» **MATERIAL PROVIDED**:
####################
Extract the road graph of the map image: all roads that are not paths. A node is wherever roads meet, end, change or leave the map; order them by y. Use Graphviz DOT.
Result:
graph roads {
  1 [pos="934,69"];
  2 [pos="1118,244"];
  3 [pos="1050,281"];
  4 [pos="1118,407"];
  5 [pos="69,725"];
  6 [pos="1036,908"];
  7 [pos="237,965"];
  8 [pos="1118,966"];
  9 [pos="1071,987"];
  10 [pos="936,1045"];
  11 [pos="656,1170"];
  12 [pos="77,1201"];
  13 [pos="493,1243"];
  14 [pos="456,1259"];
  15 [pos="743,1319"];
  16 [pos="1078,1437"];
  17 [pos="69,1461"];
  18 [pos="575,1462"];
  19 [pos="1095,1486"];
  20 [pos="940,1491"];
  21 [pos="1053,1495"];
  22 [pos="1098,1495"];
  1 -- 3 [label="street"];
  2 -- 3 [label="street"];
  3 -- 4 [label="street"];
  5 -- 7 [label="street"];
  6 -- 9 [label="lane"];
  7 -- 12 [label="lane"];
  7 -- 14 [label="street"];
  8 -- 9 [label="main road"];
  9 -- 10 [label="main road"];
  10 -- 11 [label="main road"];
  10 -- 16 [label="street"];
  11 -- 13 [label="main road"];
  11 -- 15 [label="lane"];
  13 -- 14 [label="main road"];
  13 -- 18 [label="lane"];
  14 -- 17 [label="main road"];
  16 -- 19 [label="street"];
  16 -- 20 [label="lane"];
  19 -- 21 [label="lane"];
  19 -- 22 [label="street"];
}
####################
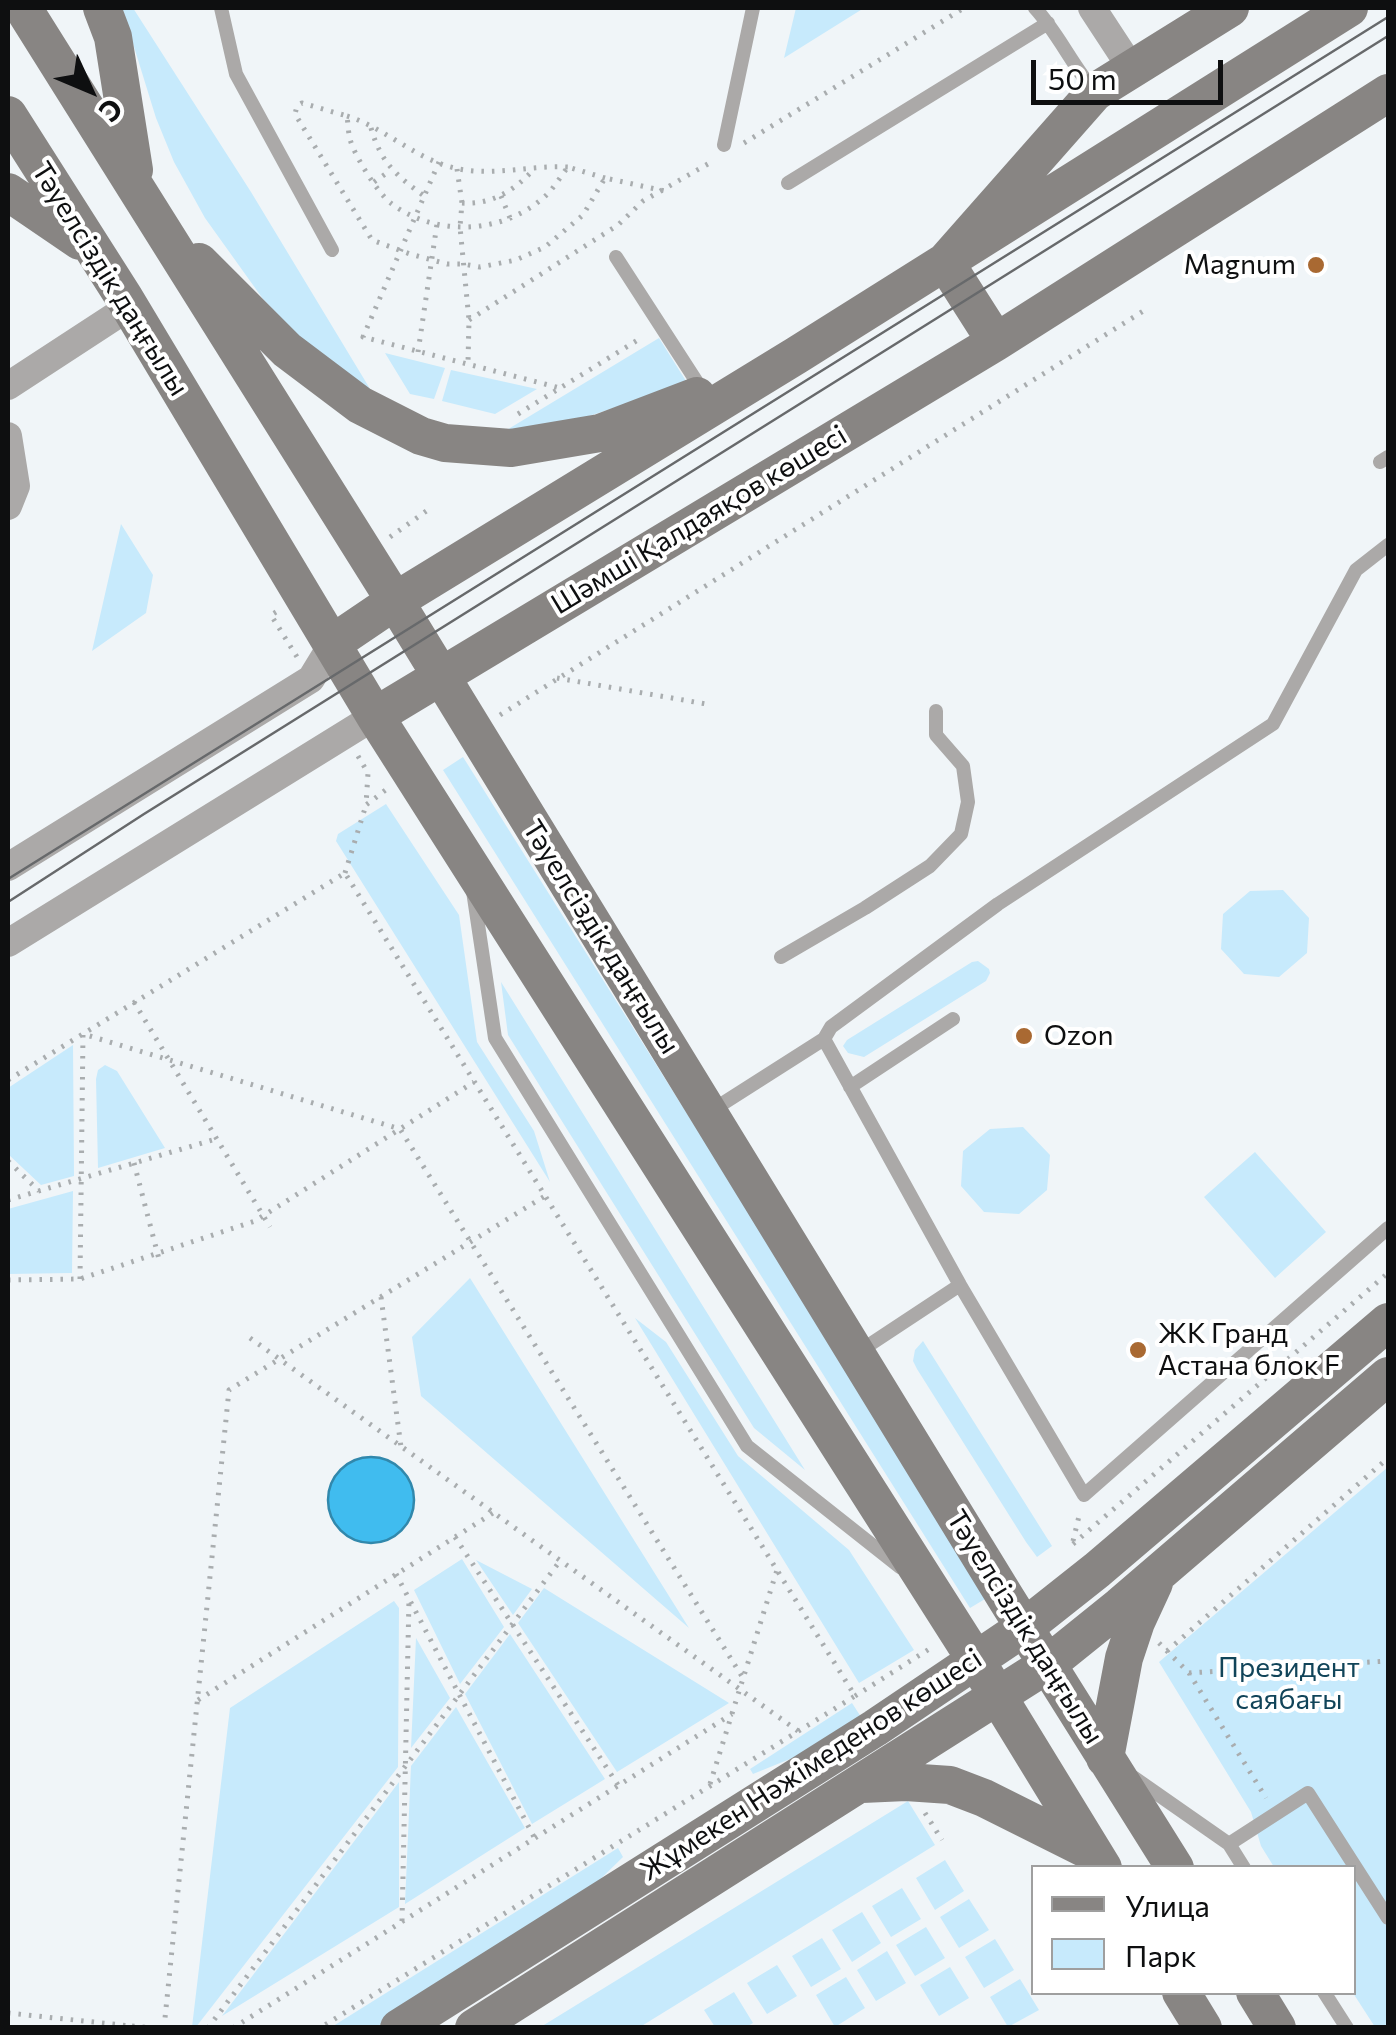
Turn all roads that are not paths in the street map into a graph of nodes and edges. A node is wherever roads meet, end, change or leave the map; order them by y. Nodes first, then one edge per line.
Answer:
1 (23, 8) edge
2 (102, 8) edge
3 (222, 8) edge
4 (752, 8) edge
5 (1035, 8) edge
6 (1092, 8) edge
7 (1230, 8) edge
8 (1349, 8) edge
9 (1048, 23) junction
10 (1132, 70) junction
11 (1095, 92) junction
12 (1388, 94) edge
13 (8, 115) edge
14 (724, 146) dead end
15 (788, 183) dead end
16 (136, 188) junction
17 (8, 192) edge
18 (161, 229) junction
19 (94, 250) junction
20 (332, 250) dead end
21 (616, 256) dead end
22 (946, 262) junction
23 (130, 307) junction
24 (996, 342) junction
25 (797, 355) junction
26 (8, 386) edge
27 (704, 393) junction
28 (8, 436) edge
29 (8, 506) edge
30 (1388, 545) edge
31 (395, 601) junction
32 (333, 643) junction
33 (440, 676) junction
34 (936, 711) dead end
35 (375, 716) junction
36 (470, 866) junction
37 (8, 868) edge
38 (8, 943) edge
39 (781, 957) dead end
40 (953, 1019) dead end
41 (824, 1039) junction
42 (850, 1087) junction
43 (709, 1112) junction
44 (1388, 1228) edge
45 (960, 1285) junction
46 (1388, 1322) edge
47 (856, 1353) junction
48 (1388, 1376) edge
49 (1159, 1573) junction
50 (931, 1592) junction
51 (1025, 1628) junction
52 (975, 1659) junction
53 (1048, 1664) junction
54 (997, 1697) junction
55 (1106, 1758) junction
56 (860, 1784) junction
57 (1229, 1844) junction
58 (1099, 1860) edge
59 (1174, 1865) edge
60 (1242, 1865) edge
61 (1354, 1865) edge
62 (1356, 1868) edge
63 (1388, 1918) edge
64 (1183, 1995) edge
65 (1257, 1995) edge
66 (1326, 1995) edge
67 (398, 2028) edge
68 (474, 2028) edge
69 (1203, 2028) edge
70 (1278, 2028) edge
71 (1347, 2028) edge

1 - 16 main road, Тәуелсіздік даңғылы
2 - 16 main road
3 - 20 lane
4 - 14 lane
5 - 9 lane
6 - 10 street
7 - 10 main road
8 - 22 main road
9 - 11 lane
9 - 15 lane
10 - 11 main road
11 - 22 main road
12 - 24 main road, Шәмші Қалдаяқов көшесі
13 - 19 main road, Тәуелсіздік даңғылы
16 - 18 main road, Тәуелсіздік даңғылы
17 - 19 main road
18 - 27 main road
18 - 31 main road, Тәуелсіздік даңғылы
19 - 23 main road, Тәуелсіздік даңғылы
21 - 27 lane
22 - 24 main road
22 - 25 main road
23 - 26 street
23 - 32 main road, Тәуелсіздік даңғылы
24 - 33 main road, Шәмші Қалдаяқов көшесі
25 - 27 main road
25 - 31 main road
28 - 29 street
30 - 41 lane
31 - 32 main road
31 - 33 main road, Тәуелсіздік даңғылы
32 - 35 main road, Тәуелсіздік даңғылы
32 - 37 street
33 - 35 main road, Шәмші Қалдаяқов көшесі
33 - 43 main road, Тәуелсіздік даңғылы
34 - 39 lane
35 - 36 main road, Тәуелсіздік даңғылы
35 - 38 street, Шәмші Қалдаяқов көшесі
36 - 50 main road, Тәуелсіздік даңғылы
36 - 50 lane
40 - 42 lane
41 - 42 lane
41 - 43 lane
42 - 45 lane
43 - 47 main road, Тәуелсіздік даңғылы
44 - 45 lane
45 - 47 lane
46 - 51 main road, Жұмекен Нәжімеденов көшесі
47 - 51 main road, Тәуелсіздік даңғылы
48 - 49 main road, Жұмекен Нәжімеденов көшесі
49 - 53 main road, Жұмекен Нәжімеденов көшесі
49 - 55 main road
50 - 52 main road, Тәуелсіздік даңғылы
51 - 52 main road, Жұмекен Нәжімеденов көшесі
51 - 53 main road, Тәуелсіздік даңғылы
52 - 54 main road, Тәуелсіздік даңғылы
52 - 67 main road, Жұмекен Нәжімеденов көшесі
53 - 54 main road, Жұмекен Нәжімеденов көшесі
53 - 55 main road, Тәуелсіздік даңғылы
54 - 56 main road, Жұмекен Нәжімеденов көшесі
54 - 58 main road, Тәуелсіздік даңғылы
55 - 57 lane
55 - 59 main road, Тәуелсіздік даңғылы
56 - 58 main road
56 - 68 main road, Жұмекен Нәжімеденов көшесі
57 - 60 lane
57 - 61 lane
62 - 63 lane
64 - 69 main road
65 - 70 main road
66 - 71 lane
####################
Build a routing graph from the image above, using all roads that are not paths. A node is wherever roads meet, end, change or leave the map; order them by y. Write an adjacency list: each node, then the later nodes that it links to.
####################
» **EXERCISE DETAILS**: Go through the listing above and find each line that contains "nodes", then copy it.

» **THE ANSWER**:
Turn all roads that are not paths in the street map into a graph of nodes and edges. A node is wherever roads meet, end, change or leave the map; order them by y. Nodes first, then one edge per line.
Build a routing graph from the image above, using all roads that are not paths. A node is wherever roads meet, end, change or leave the map; order them by y. Write an adjacency list: each node, then the later nodes that it links to.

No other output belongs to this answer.